■ WHAT THE TASK ASKS: What is the number of lines in the data below that contain "Seta"? Reply with the number only.

■ TASK INPUTS:
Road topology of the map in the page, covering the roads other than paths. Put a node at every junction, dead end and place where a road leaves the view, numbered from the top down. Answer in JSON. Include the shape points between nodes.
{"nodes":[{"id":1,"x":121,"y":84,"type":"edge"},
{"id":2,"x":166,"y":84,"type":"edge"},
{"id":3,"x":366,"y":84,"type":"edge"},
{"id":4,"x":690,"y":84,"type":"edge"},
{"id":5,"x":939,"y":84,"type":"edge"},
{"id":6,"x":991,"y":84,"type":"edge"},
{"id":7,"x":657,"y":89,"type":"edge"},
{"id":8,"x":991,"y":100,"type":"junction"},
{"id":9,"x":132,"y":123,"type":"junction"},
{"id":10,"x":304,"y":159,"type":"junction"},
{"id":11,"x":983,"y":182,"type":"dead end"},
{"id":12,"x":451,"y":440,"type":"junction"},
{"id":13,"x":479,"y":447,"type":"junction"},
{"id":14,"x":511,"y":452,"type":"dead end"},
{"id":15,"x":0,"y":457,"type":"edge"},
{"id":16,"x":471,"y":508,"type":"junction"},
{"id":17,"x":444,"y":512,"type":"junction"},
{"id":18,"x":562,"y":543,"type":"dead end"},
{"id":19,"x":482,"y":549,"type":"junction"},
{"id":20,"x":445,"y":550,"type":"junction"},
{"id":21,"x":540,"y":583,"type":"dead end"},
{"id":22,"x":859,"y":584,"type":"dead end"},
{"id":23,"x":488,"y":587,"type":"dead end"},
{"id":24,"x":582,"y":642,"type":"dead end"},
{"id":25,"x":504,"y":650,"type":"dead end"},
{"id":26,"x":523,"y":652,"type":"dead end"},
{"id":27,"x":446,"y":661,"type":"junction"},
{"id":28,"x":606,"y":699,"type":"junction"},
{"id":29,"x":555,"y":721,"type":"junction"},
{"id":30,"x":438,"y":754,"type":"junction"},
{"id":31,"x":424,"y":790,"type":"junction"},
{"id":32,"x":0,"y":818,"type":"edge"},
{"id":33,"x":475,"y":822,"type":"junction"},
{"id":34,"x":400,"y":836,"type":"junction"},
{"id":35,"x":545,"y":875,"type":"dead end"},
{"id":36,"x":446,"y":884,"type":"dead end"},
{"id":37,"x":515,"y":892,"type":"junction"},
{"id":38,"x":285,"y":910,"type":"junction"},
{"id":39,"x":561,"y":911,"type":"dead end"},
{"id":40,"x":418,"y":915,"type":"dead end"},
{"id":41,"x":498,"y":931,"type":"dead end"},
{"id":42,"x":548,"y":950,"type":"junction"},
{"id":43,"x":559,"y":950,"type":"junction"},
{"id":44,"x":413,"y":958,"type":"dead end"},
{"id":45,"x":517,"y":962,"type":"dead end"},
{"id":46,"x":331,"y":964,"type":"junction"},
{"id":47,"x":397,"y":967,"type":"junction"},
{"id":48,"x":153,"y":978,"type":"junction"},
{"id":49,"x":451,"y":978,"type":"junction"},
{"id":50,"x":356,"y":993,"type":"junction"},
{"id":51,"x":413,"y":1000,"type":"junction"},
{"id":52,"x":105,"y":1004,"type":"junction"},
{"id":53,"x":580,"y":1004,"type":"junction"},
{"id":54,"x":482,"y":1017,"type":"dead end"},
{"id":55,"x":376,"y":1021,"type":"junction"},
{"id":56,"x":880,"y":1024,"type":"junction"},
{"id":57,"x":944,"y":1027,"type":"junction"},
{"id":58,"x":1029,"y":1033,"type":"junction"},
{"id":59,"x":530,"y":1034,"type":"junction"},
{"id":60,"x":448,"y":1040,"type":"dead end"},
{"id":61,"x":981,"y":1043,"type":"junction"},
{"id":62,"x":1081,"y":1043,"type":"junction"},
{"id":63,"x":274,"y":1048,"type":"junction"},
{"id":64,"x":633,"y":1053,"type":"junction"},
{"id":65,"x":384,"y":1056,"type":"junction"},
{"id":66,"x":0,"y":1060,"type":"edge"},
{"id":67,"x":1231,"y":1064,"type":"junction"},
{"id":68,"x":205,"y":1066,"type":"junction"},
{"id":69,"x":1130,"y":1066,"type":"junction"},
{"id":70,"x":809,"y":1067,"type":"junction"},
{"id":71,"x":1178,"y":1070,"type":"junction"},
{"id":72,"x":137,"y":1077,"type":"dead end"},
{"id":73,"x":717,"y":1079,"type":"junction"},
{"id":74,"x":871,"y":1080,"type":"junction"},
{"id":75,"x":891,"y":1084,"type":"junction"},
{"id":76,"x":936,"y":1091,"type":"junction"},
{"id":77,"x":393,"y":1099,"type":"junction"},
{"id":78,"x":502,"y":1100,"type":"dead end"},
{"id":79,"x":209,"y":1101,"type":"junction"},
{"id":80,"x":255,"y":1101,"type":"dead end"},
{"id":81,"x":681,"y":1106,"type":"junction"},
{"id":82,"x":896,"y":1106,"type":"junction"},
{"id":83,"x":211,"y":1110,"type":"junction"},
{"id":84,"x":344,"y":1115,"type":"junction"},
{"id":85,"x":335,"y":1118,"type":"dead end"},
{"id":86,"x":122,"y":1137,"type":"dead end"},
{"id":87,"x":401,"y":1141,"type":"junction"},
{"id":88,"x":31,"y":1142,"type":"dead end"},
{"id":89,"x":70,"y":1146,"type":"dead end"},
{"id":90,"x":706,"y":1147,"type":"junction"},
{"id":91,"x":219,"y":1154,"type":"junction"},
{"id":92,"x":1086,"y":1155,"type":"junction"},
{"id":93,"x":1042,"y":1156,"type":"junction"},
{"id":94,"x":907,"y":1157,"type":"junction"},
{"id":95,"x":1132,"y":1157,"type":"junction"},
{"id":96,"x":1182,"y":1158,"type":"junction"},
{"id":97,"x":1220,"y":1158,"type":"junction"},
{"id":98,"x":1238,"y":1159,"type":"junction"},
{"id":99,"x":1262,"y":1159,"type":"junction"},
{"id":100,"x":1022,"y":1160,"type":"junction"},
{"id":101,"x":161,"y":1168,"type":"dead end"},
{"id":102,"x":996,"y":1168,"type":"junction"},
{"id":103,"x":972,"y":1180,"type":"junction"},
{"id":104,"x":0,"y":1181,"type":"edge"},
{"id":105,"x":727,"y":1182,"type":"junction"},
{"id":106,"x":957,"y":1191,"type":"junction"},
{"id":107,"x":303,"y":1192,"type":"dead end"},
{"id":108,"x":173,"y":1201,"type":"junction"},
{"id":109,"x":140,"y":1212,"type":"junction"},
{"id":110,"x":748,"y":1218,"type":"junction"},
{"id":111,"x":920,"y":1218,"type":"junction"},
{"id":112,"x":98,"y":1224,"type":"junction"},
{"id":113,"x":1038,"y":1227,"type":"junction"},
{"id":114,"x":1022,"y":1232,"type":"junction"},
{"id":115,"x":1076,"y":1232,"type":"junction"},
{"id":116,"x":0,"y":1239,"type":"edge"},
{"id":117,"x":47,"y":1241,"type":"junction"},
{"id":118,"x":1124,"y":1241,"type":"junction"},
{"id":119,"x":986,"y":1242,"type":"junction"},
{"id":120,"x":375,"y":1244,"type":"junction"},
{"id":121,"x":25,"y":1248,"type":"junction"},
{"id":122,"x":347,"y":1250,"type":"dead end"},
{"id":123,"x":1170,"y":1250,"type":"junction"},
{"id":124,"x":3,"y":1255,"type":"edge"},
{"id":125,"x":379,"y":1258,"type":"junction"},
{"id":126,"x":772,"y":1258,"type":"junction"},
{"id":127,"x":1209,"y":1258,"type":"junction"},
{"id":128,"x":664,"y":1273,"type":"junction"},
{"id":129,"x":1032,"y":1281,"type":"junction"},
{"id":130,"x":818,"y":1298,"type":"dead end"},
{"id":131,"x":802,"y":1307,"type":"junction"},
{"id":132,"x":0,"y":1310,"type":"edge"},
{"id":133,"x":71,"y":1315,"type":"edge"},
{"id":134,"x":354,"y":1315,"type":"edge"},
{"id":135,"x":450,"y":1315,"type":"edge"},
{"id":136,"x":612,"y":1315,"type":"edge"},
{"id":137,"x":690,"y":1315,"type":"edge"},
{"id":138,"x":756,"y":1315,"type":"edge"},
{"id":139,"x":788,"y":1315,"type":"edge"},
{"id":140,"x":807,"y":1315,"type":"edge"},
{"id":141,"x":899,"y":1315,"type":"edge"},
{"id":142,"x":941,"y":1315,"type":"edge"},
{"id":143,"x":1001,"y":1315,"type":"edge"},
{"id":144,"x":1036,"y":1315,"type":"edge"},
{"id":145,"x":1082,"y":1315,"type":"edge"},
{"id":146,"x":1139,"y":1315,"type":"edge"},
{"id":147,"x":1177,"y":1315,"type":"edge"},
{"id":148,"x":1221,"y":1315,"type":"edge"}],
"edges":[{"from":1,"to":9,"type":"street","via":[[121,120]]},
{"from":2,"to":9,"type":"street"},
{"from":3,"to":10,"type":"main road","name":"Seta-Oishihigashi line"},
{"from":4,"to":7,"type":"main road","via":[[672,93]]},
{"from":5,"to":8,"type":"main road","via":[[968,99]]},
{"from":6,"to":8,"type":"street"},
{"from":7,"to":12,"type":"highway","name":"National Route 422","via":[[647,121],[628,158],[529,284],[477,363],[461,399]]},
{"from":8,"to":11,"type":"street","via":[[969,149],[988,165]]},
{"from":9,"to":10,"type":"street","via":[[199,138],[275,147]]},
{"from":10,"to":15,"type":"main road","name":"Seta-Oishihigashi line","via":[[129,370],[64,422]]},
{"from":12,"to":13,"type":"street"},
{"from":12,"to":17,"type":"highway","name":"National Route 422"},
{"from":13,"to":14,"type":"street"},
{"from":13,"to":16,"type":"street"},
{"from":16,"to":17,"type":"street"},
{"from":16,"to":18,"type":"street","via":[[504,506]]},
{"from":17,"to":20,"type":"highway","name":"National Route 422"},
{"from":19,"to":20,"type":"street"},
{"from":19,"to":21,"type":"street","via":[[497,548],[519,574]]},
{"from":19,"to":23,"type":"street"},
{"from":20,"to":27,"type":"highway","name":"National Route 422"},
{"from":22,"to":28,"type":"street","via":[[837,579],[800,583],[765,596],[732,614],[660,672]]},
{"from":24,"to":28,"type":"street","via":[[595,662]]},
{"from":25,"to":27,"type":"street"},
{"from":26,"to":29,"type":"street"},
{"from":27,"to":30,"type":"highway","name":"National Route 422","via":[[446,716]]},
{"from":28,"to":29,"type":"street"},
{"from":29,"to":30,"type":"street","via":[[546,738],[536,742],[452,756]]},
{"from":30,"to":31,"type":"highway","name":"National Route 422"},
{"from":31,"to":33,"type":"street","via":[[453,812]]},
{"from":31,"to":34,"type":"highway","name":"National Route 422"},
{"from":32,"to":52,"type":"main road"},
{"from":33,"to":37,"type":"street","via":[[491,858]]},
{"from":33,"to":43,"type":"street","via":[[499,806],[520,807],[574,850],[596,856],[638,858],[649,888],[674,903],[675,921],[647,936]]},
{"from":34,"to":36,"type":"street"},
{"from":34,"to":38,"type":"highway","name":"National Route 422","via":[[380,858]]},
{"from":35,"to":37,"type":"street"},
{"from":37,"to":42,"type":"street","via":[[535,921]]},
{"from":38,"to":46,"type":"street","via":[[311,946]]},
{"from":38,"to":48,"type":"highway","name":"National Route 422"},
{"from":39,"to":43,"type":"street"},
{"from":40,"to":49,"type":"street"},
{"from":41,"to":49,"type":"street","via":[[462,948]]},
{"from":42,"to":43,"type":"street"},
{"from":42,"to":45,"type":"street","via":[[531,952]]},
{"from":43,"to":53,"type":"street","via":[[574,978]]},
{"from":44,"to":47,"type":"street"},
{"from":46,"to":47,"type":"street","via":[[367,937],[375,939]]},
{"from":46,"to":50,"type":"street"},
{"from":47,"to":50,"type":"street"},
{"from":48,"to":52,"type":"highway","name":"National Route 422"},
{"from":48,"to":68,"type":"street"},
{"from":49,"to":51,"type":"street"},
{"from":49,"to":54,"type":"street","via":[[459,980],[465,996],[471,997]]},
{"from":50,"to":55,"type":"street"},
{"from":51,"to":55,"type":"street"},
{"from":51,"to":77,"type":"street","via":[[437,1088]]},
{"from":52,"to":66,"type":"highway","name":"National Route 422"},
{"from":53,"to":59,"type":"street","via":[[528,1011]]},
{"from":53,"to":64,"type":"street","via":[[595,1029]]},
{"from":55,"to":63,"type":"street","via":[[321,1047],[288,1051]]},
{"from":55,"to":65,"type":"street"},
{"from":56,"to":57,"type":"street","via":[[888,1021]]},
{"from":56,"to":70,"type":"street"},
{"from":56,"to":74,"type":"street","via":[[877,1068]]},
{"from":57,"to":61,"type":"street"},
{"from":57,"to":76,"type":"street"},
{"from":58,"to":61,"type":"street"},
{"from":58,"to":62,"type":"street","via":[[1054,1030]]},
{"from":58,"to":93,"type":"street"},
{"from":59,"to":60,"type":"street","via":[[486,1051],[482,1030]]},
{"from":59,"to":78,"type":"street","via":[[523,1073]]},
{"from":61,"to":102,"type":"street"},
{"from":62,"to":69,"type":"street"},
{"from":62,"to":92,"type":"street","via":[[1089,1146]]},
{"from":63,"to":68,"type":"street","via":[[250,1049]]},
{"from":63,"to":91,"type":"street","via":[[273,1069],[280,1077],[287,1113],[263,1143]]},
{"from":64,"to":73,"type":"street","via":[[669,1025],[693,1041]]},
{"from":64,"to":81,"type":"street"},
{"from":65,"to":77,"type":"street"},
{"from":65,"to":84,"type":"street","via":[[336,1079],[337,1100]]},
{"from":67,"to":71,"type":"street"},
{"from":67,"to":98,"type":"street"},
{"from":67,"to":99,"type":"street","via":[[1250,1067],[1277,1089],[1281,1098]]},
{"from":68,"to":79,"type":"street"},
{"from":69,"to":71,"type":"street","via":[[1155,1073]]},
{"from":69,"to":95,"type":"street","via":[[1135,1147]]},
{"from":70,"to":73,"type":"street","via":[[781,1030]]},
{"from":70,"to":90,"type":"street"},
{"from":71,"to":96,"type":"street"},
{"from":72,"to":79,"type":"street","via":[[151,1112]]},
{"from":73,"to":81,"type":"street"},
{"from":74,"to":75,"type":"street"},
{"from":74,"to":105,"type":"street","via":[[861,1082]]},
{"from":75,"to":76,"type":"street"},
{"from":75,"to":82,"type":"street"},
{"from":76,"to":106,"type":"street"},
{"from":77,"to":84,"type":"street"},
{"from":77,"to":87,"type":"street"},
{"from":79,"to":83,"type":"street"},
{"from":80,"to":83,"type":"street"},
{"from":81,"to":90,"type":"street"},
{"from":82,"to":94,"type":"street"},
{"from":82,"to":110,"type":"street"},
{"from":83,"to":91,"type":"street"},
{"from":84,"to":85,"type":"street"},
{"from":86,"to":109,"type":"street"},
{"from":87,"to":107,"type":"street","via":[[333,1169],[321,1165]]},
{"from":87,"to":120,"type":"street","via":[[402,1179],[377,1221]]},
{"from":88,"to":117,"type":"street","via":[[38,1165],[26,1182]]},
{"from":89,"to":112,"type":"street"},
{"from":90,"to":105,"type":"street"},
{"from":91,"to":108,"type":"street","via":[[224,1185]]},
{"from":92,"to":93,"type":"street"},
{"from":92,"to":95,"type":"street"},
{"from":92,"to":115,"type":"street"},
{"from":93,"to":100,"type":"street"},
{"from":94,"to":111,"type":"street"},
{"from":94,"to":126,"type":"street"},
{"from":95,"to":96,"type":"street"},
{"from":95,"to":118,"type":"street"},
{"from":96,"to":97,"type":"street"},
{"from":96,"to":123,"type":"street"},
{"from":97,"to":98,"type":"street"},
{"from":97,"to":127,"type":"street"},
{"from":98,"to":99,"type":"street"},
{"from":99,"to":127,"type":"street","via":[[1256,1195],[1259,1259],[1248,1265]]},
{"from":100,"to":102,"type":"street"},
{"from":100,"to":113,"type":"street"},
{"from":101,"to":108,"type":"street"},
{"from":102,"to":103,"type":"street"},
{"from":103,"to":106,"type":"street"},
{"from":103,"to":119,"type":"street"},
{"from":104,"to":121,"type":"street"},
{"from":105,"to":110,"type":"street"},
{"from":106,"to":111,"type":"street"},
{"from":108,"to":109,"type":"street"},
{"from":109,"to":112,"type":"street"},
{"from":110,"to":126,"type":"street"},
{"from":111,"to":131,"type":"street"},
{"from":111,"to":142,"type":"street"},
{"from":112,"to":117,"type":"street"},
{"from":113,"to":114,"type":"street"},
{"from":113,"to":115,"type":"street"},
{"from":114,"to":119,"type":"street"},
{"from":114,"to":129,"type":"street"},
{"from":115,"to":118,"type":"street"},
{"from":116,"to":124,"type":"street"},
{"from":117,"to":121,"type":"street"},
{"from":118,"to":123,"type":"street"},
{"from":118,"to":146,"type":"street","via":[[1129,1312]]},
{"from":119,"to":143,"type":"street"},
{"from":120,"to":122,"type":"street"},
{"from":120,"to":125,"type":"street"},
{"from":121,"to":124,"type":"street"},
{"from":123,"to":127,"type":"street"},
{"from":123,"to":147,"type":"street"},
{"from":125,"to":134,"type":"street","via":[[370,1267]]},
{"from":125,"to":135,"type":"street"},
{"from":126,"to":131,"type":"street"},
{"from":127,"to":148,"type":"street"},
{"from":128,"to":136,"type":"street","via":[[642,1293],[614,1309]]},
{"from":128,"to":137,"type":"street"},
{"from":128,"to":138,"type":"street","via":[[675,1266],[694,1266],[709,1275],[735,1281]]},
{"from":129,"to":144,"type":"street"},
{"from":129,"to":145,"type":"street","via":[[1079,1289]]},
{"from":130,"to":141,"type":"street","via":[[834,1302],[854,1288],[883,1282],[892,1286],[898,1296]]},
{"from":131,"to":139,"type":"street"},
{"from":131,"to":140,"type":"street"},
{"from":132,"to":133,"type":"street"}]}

■ ANSWER BOX: 2